Nel cerchio espositivo, risulta della curatela di Giuseppe Morgana e Rossella Farinotti e dell’allestimento di Roberto Mendolia dell’ Associazione Art Promotion Taormina grazie anche al patrocinio del Comune e dell’Assessorato alla Cultura, della Provincia Regionale di Messina, della Regione Sicilia, di Taormina Arte e del MIBAC, c’è spazio anche per opere che usano linguaggi presi in prestito e di rimando riconsegnati alla letteratura: Narciso, Progetto per un viaggio ancora possibile ma soprattutto Verità Celata, un gioco in cui la visione viene implicitamente bloccata e trascesa, ove il gusto per l’ordito del non detto, suggerisce l’ironia del mezzo stesso, il potere che ha la pittura di dirsi attimo ed eterno a un tempo, distante eppur partecipata, duplice illusione della sua esperibile fruizione.

Dalle stelle in rotta verso i cambi umorali delle coordinate e atmosferiche e celesti  il percorso espositivo prosegue nell’altra sede -la Fondazione Mazzullo stavolta- che lascia, negli spazi  ricolmi di storia, a regger la colonna di pietra e le alte finestre, la seconda parte della mostra, ideale contraltare che conserva l’opera principe, quella fiera centauressa che spicca il volo dalla pietra e regina del tempo sveste l’immobilità per darsi vasta al confine liminare dell’infinito.

Nel doppio tratto, nel fallibile dialogo di esperienze viscerali e inquiete del Sud (Napoli, patria dell’artista, Taormina sede della mostra), risiede l’aura della pittura di Nunziante, mistero e comunione di bagliori che contribuiscono a ridare dignità alle antiche porte in vetro, ai tavoli lineari ed esatti, alle camicie bianche, alle volute quarte di scena come arcani paesaggi perduti.

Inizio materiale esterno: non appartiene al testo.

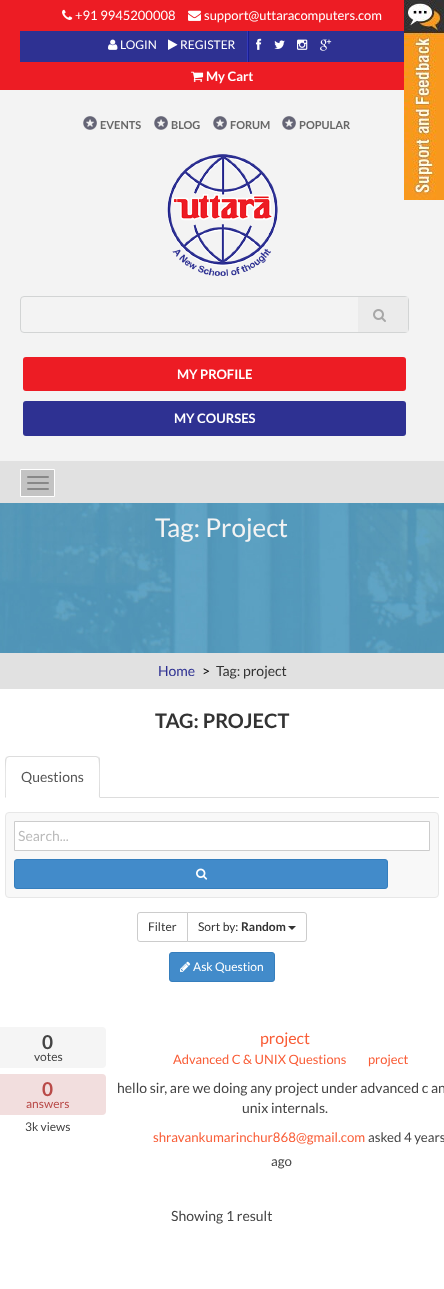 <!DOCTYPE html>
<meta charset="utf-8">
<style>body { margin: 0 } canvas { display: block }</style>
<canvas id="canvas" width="444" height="1289"></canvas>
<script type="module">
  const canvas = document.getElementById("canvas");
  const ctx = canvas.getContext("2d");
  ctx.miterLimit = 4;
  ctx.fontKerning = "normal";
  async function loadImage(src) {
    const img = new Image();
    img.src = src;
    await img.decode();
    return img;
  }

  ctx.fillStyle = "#ffffff";
  ctx.fillRect(0, 0, 444, 1289);
  ctx.fillStyle = "#f3f3f3";
  ctx.fillRect(0, 90, 444, 371);
  ctx.fillStyle = "#ed1c24";
  ctx.fillRect(0, 0, 404, 90);
  ctx.drawImage(await loadImage("img1.png"), 62, 9, 11, 11);
  ctx.font = "13px Lato";
  ctx.fillStyle = "#ffffff";
  ctx.fillText("+91 9945200008", 75, 20);
  ctx.drawImage(await loadImage("img2.png"), 188, 10, 13, 11);
  ctx.fillText("support@uttaracomputers.com", 204, 20);
  ctx.fillStyle = "#2e3192";
  ctx.fillRect(20, 31, 384, 31);
  ctx.drawImage(await loadImage("img3.png"), 108, 39, 10, 11);
  ctx.font = "12px Lato";
  ctx.fillStyle = "#ffffff";
  ctx.fillText("LOGIN", 120, 49);
  ctx.drawImage(await loadImage("img4.png"), 168, 39, 10, 11);
  ctx.fillText("REGISTER", 180, 49);
  ctx.drawImage(await loadImage("img5.png"), 247, 31, 2, 31);
  ctx.drawImage(await loadImage("img6.png"), 256, 38, 6, 12);
  ctx.drawImage(await loadImage("img7.png"), 274, 40, 11, 9);
  ctx.drawImage(await loadImage("img8.png"), 297, 39, 11, 11);
  ctx.drawImage(await loadImage("img9.png"), 320, 39, 12, 12);
  ctx.drawImage(await loadImage("img10.png"), 191, 71, 13, 11);
  ctx.font = "bold 13px Lato";
  ctx.fillText("My Cart", 206, 81);
  ctx.drawImage(await loadImage("img11.png"), 83, 116, 14, 14);
  ctx.font = "bold 11px Lato";
  ctx.fillStyle = "#676767";
  ctx.fillText("EVENTS", 100, 129);
  ctx.drawImage(await loadImage("img11.png"), 154, 116, 14, 14);
  ctx.fillText("BLOG", 171, 129);
  ctx.drawImage(await loadImage("img11.png"), 213, 116, 14, 14);
  ctx.fillText("FORUM", 230, 129);
  ctx.drawImage(await loadImage("img11.png"), 282, 116, 14, 14);
  ctx.fillText("POPULAR", 299, 129);
  ctx.drawImage(await loadImage("img12.png"), 167, 154, 111, 122);
  ctx.beginPath();
  ctx.roundRect(20.5, 296.5, 388, 36, 3.5);
  ctx.strokeStyle = "#d2d4d4";
  ctx.stroke();
  ctx.fillStyle = "#ebebeb";
  ctx.fillRect(358, 297, 50, 35);
  ctx.drawImage(await loadImage("img13.png"), 373, 309, 13, 13);
  ctx.fillStyle = "#ed1c24";
  ctx.beginPath();
  ctx.roundRect(23, 357, 383, 34, 3);
  ctx.fill();
  ctx.font = "bold 13px Lato";
  ctx.fillStyle = "#ffffff";
  ctx.fillText("MY PROFILE", 177, 379);
  ctx.fillStyle = "#2e3192";
  ctx.beginPath();
  ctx.roundRect(23, 401, 383, 35, 3);
  ctx.fill();
  ctx.fillStyle = "#ffffff";
  ctx.fillText("MY COURSES", 174, 423);
  ctx.drawImage(await loadImage("img14.png"), 404, 0, 40, 200);
  ctx.fillStyle = "#e1e1e1";
  ctx.fillRect(0, 461, 444, 42);
  ctx.fillStyle = "#c3c3c3";
  ctx.beginPath();
  ctx.rect(20.5, 469.5, 34, 27);
  ctx.fill();
  ctx.strokeStyle = "#ffffff";
  ctx.stroke();
  ctx.fillStyle = "#888888";
  ctx.beginPath();
  ctx.roundRect(27, 476, 22, 2, 1);
  ctx.fill();
  ctx.beginPath();
  ctx.roundRect(27, 482, 22, 2, 1);
  ctx.fill();
  ctx.beginPath();
  ctx.roundRect(27, 488, 22, 2, 1);
  ctx.fill();
  ctx.drawImage(await loadImage("img15.png"), 0, 503, 444, 150);
  ctx.font = "26px Lato";
  ctx.fillStyle = "#f3f3f3";
  ctx.fillText("Tag: Project", 155, 537);
  ctx.fillStyle = "#e1e1e1";
  ctx.fillRect(0, 653, 444, 36);
  ctx.font = "14px Lato";
  ctx.fillStyle = "#2e3192";
  ctx.fillText("Home", 158, 676);
  ctx.fillStyle = "#000000";
  ctx.fillText(">", 202, 676);
  ctx.fillStyle = "#333333";
  ctx.fillText("Tag: project", 216, 676);
  ctx.font = "bold 20px Lato";
  ctx.fillText("TAG: PROJECT", 155, 728);
  ctx.fillStyle = "#dddddd";
  ctx.fillRect(100, 797, 339, 1);
  ctx.beginPath();
  ctx.moveTo(9, 756);
  ctx.lineTo(6, 757);
  ctx.lineTo(7, 758);
  ctx.lineTo(9, 757);
  ctx.lineTo(96, 757);
  ctx.lineTo(98, 758);
  ctx.lineTo(99, 757);
  ctx.lineTo(96, 756);
  ctx.closePath();
  ctx.fill();
  ctx.beginPath();
  ctx.moveTo(100, 798);
  ctx.lineTo(100, 760);
  ctx.bezierCurveTo(100, 759, 100, 758, 99, 757);
  ctx.lineTo(98, 758);
  ctx.bezierCurveTo(100, 760, 99, 792, 99, 797);
  ctx.closePath();
  ctx.fill();
  ctx.beginPath();
  ctx.moveTo(5, 798);
  ctx.lineTo(6, 797);
  ctx.bezierCurveTo(6, 792, 5, 760, 7, 758);
  ctx.lineTo(6, 757);
  ctx.lineTo(5, 760);
  ctx.closePath();
  ctx.fill();
  ctx.font = "14px Lato";
  ctx.fillStyle = "#555555";
  ctx.fillText("Questions", 21, 782);
  ctx.fillStyle = "#f8f8f8";
  ctx.beginPath();
  ctx.roundRect(5.5, 812.5, 433, 85, 3.5);
  ctx.fill();
  ctx.strokeStyle = "#e7e7e7";
  ctx.stroke();
  ctx.fillStyle = "#ffffff";
  ctx.beginPath();
  ctx.rect(14.5, 821.5, 415, 29);
  ctx.fill();
  ctx.strokeStyle = "#cccccc";
  ctx.stroke();
  ctx.fillStyle = "#bbbbbb";
  ctx.fillText("Search...", 18, 841);
  ctx.fillStyle = "#428bca";
  ctx.beginPath();
  ctx.roundRect(14.5, 859.5, 373, 29, 2.5);
  ctx.fill();
  ctx.strokeStyle = "#357ebd";
  ctx.stroke();
  ctx.drawImage(await loadImage("img16.png"), 196, 868, 12, 12);
  ctx.beginPath();
  ctx.roundRect(137.5, 912.5, 50, 29, [2.5, 0, 0, 2.5]);
  ctx.strokeStyle = "#cccccc";
  ctx.stroke();
  ctx.font = "12px Lato";
  ctx.fillStyle = "#333333";
  ctx.fillText("Filter", 148, 931);
  ctx.fillStyle = "#ffffff";
  ctx.beginPath();
  ctx.roundRect(187.5, 912.5, 119, 29, [0, 2.5, 2.5, 0]);
  ctx.fill();
  ctx.stroke();
  ctx.fillStyle = "#333333";
  ctx.fillText("Sort by:", 198, 931);
  ctx.font = "bold 12px Lato";
  ctx.fillText("Random", 241, 931);
  ctx.beginPath();
  ctx.moveTo(288, 926);
  ctx.lineTo(296, 926);
  ctx.lineTo(292, 930);
  ctx.closePath();
  ctx.fill();
  ctx.fillStyle = "#428bca";
  ctx.beginPath();
  ctx.roundRect(169.5, 952.5, 105, 29, 2.5);
  ctx.fill();
  ctx.strokeStyle = "#357ebd";
  ctx.stroke();
  ctx.drawImage(await loadImage("img17.png"), 180, 961, 11, 11);
  ctx.font = "12px Lato";
  ctx.fillStyle = "#ffffff";
  ctx.fillText("Ask Question", 193, 971);
  ctx.fillStyle = "#f5f5f5";
  ctx.beginPath();
  ctx.roundRect(-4, 1027, 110, 41, 4);
  ctx.fill();
  ctx.font = "bold 19px Lato";
  ctx.fillStyle = "#444444";
  ctx.fillText("0", 42, 1049);
  ctx.font = "12px Lato";
  ctx.fillText("votes", 34, 1061);
  ctx.fillStyle = "#f2dede";
  ctx.beginPath();
  ctx.roundRect(-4, 1074, 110, 41, 4);
  ctx.fill();
  ctx.font = "bold 19px Lato";
  ctx.fillStyle = "#b94a48";
  ctx.fillText("0", 42, 1096);
  ctx.font = "12px Lato";
  ctx.fillText("answers", 26, 1108);
  ctx.fillStyle = "#444444";
  ctx.fillText("3k views", 25, 1131);
  ctx.font = "16px Lato";
  ctx.fillStyle = "#f95d37";
  ctx.fillText("project", 260, 1044);
  ctx.font = "12.9px Lato";
  ctx.fillText("Advanced C & UNIX Questions", 173, 1064);
  ctx.fillText("project", 368, 1064);
  ctx.font = "14px Lato";
  ctx.fillStyle = "#444444";
  ctx.fillText("hello sir, are we doing any project under advanced c an", 117, 1093);
  ctx.fillText("unix internals.", 242, 1113);
  ctx.font = "13.25px Lato";
  ctx.fillStyle = "#f95d37";
  ctx.fillText("shravankumarinchur868@gmail.com", 153, 1142);
  ctx.fillStyle = "#444444";
  ctx.fillText("asked 4 years", 368, 1142);
  ctx.fillText("ago", 271, 1166);
  ctx.font = "14px Lato";
  ctx.fillText("Showing 1 result", 171, 1221);
</script>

Una realtà, questa siciliana costituita da un gruppo di avventurieri che coraggiosamente sta rischiando la via della promozione di grandi eventi, mostre in cui l’ardore spesso è parte integrante della riuscita stessa, in cui la distanza tra la gente del luogo e i facoltosi turisti, viene colmata d’acchito, provenienza onnicomprensiva della lingua dell’arte, notazione comprensibile ai molti popoli che lì si sono succeduti e che sembra si avvicenderanno di nuovo in un futuro molto prossimo.